*** Dataset records
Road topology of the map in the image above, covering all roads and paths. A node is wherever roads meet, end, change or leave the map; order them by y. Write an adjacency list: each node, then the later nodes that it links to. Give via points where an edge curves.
******
*** Dataset records
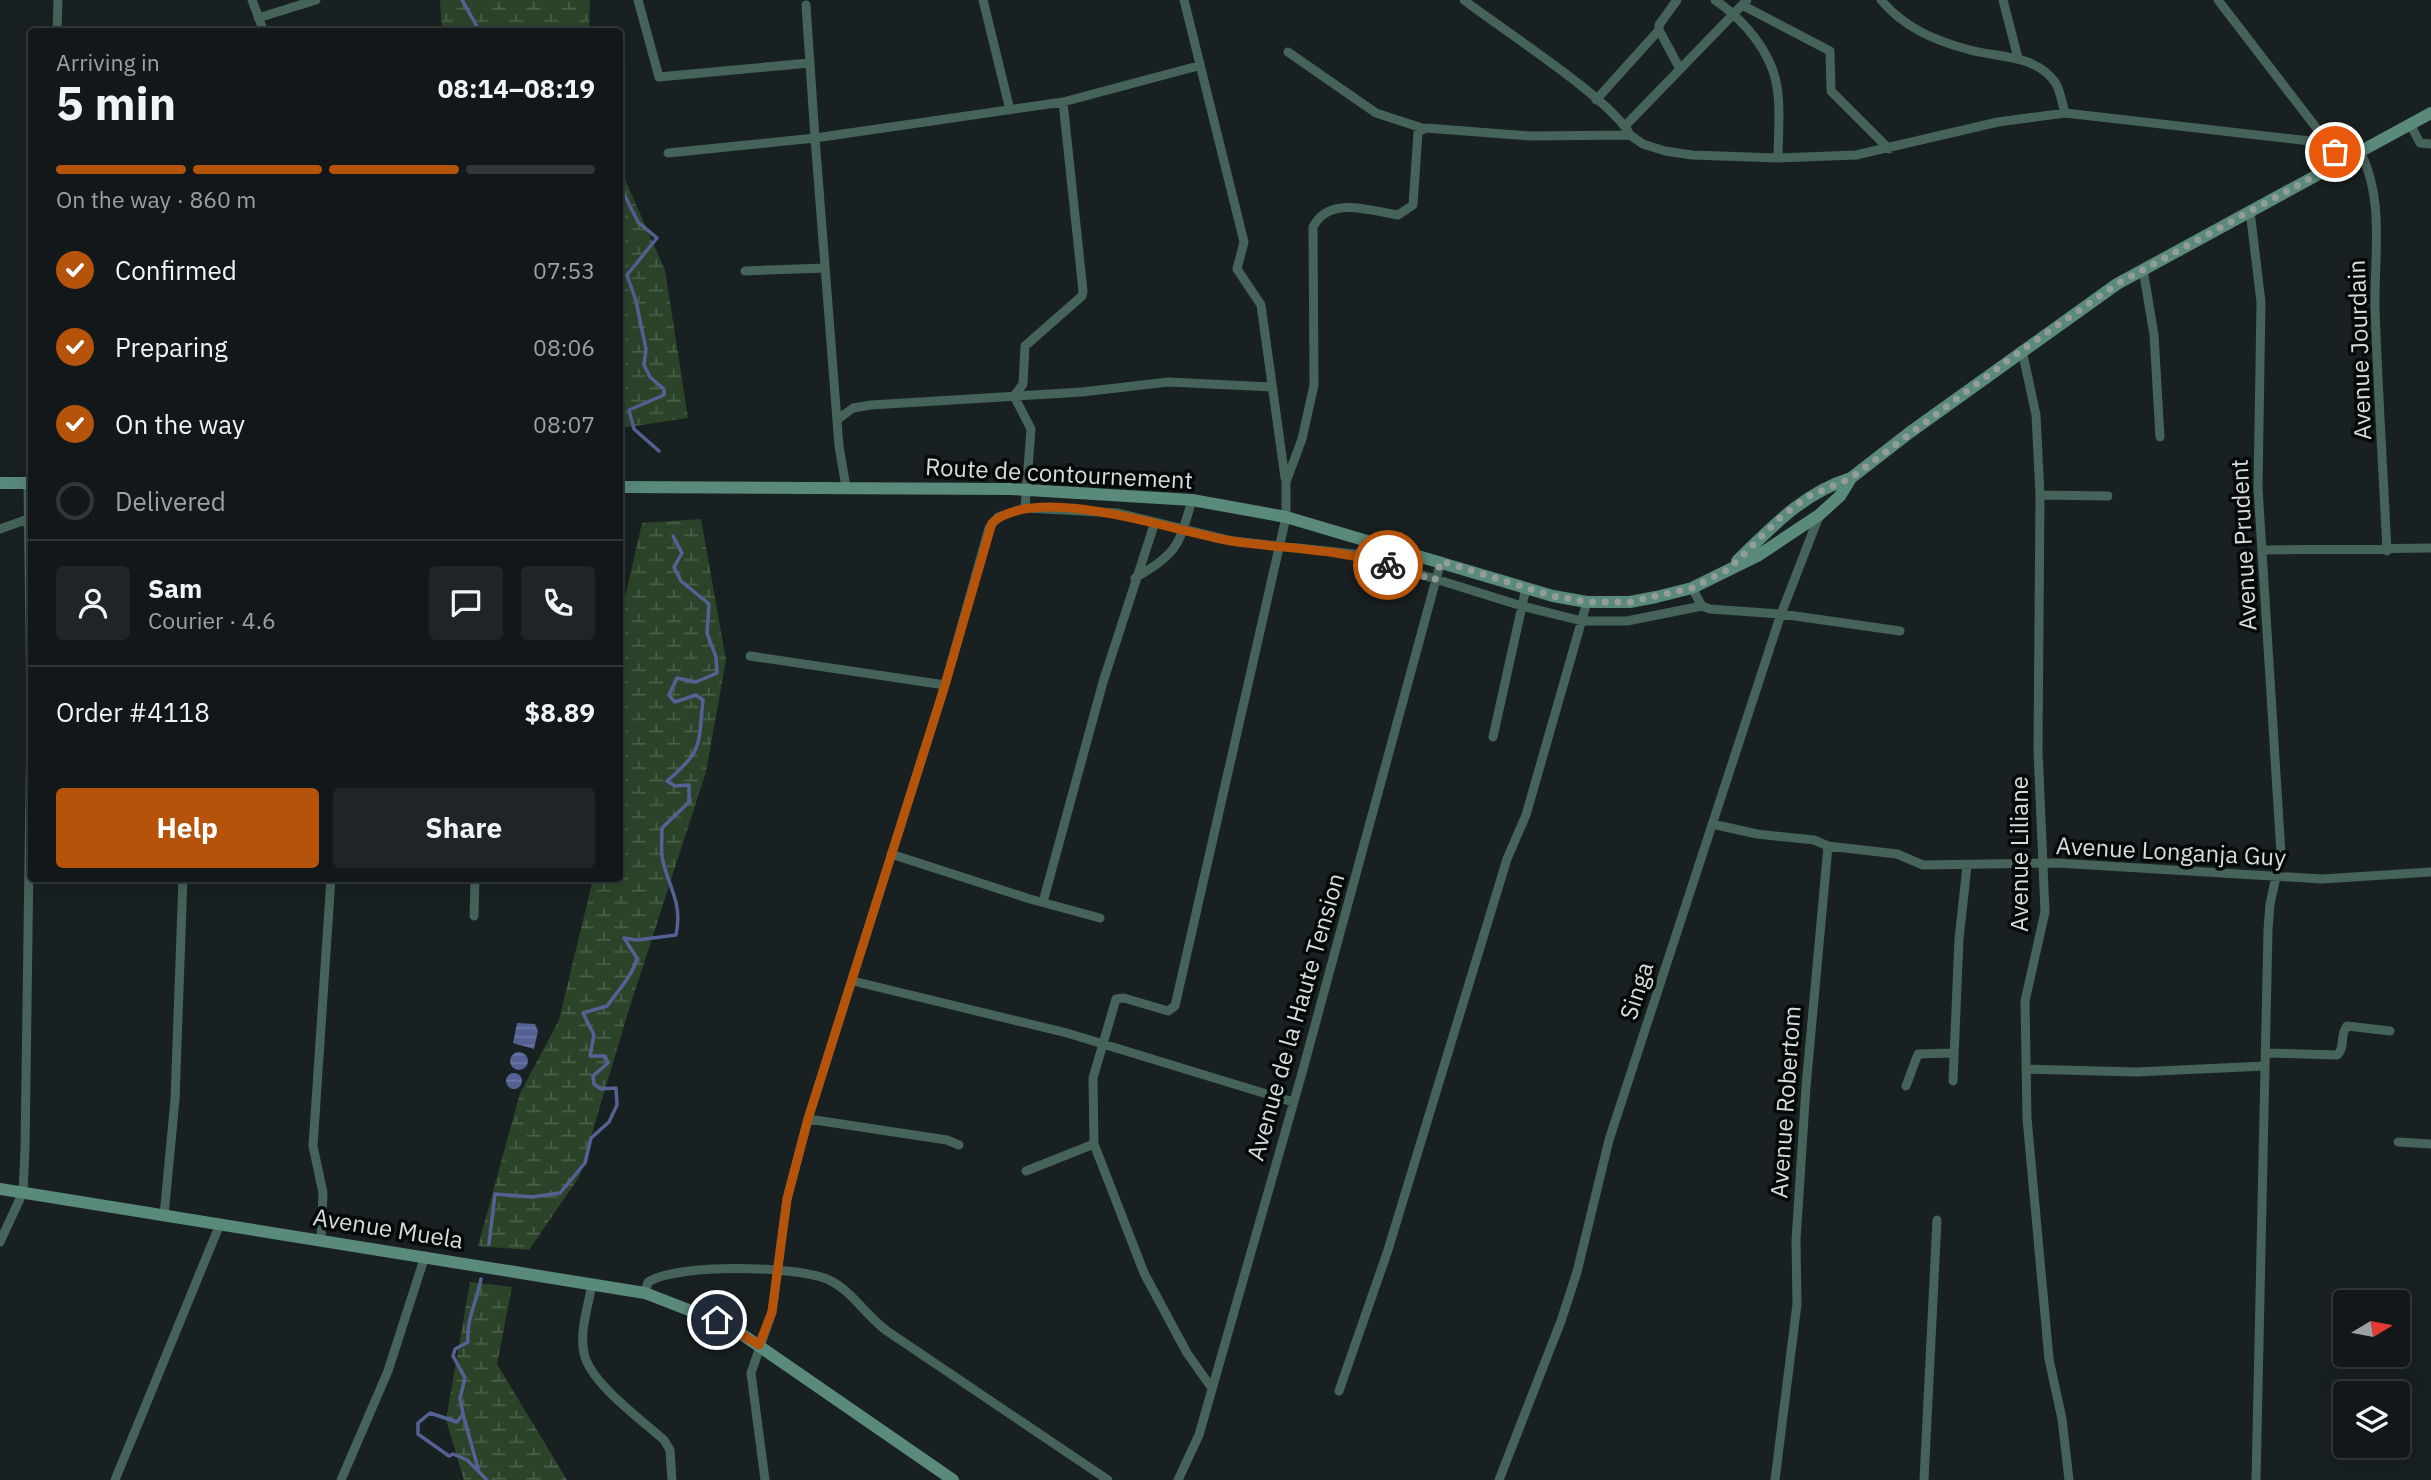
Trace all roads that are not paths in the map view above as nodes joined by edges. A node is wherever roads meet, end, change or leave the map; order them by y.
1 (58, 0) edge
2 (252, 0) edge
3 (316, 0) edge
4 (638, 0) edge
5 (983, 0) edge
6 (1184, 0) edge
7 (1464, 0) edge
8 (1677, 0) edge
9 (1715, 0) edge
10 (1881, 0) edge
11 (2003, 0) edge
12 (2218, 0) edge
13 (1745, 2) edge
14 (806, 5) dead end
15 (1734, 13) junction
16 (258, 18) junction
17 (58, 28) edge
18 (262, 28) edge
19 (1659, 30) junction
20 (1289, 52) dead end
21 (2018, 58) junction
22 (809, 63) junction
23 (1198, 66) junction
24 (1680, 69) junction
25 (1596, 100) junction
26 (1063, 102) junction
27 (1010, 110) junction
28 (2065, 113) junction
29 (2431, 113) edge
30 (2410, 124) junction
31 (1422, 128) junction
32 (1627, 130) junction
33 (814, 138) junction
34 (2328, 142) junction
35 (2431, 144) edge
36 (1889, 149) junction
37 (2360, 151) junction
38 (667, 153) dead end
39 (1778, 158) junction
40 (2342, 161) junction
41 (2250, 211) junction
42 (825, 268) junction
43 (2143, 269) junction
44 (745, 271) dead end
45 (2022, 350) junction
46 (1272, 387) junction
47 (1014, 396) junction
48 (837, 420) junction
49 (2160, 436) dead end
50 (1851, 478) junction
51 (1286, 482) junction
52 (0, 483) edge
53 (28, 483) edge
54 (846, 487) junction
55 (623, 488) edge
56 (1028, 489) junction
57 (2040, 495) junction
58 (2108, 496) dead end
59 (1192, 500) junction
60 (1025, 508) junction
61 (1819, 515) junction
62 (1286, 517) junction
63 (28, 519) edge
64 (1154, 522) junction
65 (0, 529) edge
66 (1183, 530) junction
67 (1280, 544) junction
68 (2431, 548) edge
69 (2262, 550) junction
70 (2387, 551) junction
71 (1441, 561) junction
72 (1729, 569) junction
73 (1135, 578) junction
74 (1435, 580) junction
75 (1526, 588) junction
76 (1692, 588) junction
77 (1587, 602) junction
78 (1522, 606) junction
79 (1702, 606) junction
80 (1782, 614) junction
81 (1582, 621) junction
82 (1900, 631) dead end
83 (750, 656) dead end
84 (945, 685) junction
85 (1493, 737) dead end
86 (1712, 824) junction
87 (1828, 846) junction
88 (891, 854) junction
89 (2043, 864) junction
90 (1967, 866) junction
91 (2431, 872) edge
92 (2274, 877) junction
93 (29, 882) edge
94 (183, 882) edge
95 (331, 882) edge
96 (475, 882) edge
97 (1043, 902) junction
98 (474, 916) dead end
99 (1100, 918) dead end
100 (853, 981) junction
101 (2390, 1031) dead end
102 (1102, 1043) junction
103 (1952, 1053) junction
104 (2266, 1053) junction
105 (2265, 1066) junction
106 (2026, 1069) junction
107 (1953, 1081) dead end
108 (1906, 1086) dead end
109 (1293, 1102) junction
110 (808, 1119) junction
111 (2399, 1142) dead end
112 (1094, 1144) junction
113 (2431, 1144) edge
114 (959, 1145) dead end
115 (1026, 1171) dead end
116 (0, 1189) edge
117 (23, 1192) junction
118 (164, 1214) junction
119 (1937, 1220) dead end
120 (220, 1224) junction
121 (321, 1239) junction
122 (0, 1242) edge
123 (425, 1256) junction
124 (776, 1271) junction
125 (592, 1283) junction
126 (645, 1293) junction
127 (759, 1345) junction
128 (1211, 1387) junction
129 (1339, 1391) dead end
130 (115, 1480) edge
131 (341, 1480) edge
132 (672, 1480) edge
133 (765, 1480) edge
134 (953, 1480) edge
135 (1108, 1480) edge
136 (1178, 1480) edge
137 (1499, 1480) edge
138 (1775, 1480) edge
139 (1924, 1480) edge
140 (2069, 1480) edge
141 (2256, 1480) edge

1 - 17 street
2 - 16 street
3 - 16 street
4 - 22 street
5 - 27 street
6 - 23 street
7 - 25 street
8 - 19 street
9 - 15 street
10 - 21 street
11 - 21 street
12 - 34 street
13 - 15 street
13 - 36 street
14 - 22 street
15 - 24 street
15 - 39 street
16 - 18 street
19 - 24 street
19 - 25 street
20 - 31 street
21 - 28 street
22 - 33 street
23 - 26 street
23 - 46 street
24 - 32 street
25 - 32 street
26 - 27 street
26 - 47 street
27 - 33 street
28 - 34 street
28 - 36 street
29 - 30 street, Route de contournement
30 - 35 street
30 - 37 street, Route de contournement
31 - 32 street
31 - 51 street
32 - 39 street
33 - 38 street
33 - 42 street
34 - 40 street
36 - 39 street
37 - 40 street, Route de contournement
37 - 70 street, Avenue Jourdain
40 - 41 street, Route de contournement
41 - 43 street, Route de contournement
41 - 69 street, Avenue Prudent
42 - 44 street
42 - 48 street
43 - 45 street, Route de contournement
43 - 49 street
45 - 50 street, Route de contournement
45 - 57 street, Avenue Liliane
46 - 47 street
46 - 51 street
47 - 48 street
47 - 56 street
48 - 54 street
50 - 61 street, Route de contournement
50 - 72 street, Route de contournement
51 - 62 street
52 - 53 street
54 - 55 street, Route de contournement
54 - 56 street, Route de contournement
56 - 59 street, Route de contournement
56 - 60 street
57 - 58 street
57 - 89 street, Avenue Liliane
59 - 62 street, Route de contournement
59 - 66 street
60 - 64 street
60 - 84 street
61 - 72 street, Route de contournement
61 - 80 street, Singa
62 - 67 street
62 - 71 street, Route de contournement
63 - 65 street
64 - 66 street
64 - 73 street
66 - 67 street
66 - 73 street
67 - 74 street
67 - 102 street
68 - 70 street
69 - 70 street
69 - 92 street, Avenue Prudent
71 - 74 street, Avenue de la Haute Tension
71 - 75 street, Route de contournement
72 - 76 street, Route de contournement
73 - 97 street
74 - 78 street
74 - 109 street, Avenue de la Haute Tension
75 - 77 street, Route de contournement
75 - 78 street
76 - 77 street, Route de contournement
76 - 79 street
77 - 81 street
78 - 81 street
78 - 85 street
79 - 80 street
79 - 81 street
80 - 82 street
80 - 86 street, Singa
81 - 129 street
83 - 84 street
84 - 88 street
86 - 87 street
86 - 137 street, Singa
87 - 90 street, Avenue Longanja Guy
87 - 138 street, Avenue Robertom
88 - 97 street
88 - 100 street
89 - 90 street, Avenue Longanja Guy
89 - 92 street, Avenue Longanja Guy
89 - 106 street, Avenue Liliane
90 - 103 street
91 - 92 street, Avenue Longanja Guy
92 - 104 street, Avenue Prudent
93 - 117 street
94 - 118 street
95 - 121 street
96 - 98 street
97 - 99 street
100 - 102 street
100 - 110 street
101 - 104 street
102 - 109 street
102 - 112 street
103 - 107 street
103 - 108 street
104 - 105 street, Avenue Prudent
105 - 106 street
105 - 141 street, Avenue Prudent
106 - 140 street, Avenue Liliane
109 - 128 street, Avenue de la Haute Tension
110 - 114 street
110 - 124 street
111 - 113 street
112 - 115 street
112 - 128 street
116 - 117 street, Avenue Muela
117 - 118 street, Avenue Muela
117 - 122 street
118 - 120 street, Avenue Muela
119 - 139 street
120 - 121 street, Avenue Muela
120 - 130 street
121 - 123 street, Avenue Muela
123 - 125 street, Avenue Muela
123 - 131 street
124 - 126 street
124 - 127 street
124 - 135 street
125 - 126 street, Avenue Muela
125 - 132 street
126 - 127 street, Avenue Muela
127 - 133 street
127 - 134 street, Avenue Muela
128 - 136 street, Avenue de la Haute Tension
******
*** Dataset records
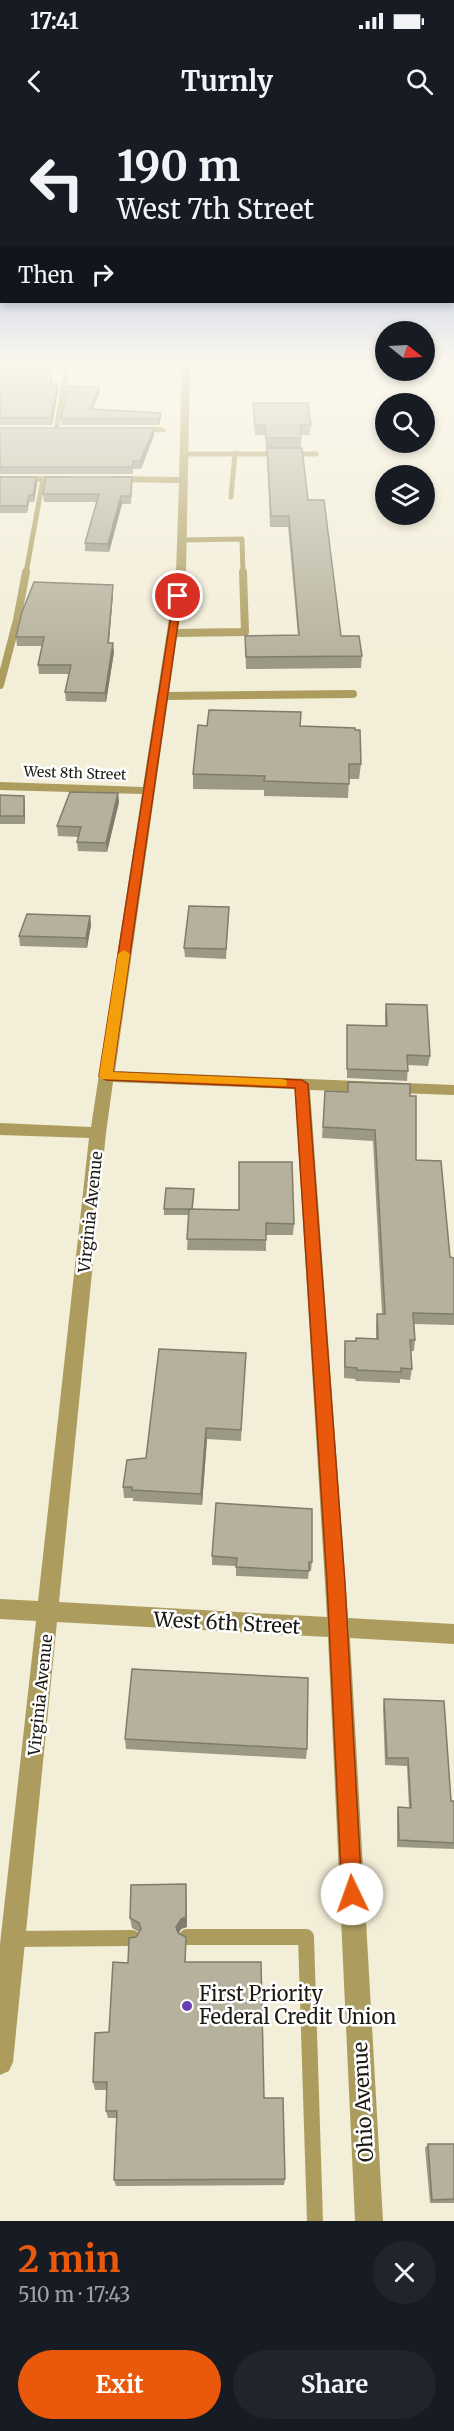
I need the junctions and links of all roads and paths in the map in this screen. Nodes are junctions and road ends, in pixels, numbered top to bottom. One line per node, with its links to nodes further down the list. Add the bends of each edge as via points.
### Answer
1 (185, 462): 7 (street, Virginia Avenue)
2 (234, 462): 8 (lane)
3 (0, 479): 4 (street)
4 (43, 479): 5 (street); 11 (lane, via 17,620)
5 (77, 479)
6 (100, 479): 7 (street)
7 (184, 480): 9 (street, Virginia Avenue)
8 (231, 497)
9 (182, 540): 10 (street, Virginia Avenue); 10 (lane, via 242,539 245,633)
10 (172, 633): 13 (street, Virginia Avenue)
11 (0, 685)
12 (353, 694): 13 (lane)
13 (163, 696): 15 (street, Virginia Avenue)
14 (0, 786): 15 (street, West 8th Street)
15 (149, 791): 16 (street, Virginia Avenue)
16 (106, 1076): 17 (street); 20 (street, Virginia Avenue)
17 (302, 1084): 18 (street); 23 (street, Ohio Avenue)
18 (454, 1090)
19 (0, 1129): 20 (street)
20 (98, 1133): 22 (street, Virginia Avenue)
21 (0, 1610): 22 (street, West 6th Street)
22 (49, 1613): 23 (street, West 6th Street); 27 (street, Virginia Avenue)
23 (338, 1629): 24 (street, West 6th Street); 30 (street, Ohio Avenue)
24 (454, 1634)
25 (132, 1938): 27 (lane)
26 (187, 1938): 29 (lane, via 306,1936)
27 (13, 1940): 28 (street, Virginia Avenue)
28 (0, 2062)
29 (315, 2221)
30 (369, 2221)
******
### What is required
Wherever the string "points" appears in the data above, report the whole line.

### Task answer
Road topology of the map in the image above, covering all roads and paths. A node is wherever roads meet, end, change or leave the map; order them by y. Write an adjacency list: each node, then the later nodes that it links to. Give via points where an edge curves.
I need the junctions and links of all roads and paths in the map in this screen. Nodes are junctions and road ends, in pixels, numbered top to bottom. One line per node, with its links to nodes further down the list. Add the bends of each edge as via points.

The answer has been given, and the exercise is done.